Collected data
--------------------------------------------------

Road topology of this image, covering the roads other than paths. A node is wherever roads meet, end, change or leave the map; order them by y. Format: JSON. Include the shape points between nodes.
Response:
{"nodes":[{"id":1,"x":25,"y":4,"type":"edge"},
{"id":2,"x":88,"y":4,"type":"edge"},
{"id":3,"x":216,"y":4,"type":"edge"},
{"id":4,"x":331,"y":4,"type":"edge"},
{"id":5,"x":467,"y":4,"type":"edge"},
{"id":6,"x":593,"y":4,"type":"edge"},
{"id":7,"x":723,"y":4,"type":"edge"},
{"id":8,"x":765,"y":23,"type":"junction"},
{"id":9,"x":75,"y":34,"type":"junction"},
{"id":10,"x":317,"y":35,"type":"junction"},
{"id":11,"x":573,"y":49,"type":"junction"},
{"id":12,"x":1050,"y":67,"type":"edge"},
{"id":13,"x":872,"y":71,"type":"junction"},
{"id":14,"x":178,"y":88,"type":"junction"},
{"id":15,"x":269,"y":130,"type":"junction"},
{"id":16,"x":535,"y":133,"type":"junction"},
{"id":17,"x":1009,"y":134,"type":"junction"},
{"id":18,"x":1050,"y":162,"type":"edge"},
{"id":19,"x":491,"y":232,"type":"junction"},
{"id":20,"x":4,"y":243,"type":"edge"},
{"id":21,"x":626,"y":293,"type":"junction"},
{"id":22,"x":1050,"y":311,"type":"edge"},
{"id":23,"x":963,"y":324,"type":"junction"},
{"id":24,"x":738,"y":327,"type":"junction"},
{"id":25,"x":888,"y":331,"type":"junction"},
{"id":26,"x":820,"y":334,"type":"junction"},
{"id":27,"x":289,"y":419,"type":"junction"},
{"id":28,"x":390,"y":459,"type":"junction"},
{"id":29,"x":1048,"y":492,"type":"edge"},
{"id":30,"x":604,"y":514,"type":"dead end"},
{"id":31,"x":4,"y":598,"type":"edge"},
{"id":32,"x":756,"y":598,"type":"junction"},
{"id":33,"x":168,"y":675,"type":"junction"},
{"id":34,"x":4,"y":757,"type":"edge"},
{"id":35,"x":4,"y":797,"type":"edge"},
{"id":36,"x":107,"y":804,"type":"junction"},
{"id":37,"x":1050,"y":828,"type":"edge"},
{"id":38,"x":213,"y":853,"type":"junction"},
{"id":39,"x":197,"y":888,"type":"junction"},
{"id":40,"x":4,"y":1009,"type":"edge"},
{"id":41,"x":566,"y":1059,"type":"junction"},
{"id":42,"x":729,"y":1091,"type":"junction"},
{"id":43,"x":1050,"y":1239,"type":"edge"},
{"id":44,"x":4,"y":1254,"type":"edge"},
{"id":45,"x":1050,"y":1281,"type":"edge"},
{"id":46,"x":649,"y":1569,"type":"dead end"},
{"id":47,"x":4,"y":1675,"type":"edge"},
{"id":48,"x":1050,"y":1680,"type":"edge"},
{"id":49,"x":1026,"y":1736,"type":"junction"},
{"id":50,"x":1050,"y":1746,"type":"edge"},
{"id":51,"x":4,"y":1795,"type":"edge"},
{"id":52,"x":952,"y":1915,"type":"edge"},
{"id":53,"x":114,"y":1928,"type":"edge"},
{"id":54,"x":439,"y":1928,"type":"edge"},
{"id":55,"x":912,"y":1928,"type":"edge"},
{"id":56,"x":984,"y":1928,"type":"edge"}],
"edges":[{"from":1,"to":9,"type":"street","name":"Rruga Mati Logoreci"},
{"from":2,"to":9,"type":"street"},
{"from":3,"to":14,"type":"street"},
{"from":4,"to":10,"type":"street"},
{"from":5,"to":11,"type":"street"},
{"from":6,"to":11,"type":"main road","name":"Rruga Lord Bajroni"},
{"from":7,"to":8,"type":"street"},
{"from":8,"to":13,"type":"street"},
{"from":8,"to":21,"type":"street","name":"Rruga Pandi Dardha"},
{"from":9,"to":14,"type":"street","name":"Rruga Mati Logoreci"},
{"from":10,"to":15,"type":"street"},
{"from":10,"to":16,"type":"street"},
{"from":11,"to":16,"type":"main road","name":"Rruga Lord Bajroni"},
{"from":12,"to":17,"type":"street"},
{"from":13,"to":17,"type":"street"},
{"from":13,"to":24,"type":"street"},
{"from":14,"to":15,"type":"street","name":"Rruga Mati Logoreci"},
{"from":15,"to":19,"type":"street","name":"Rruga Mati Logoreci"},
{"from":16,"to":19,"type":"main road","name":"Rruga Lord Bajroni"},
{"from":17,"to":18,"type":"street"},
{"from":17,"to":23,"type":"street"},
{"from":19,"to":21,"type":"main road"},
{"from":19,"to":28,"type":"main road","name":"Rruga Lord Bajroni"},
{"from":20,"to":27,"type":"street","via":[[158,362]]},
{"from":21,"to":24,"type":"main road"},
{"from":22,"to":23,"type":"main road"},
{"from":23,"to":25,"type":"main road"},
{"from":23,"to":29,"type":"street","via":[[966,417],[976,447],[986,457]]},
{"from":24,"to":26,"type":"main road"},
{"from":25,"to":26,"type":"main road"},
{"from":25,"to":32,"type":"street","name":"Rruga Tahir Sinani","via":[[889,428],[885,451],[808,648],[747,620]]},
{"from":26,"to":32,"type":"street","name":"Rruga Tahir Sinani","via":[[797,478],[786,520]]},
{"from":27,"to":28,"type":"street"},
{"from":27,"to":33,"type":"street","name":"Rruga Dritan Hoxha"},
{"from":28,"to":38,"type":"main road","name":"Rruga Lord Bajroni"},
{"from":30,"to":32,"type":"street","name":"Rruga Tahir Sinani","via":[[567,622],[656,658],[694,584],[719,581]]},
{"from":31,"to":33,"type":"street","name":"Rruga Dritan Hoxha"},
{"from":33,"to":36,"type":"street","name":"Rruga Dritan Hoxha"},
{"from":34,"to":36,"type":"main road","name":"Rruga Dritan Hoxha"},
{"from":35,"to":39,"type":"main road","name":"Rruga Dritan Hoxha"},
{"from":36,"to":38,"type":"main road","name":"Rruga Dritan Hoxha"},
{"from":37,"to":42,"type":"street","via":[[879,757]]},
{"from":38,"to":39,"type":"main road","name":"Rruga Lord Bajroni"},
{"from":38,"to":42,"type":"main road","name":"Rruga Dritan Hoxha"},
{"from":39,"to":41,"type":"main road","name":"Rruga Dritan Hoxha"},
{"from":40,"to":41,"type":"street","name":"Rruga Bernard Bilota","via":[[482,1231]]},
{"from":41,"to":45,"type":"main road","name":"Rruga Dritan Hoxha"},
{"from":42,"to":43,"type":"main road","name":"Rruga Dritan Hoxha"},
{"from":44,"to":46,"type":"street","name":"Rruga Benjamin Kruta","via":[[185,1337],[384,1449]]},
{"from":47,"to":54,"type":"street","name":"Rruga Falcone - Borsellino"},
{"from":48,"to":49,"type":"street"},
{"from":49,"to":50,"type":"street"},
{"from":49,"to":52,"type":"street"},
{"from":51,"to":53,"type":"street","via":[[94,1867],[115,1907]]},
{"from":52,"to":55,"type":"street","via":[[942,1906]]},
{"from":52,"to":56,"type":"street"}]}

--------------------------------------------------

Make a copy of each line in the records that has the word "Sinani".

{"from":25,"to":32,"type":"street","name":"Rruga Tahir Sinani","via":[[889,428],[885,451],[808,648],[747,620]]},
{"from":26,"to":32,"type":"street","name":"Rruga Tahir Sinani","via":[[797,478],[786,520]]},
{"from":30,"to":32,"type":"street","name":"Rruga Tahir Sinani","via":[[567,622],[656,658],[694,584],[719,581]]},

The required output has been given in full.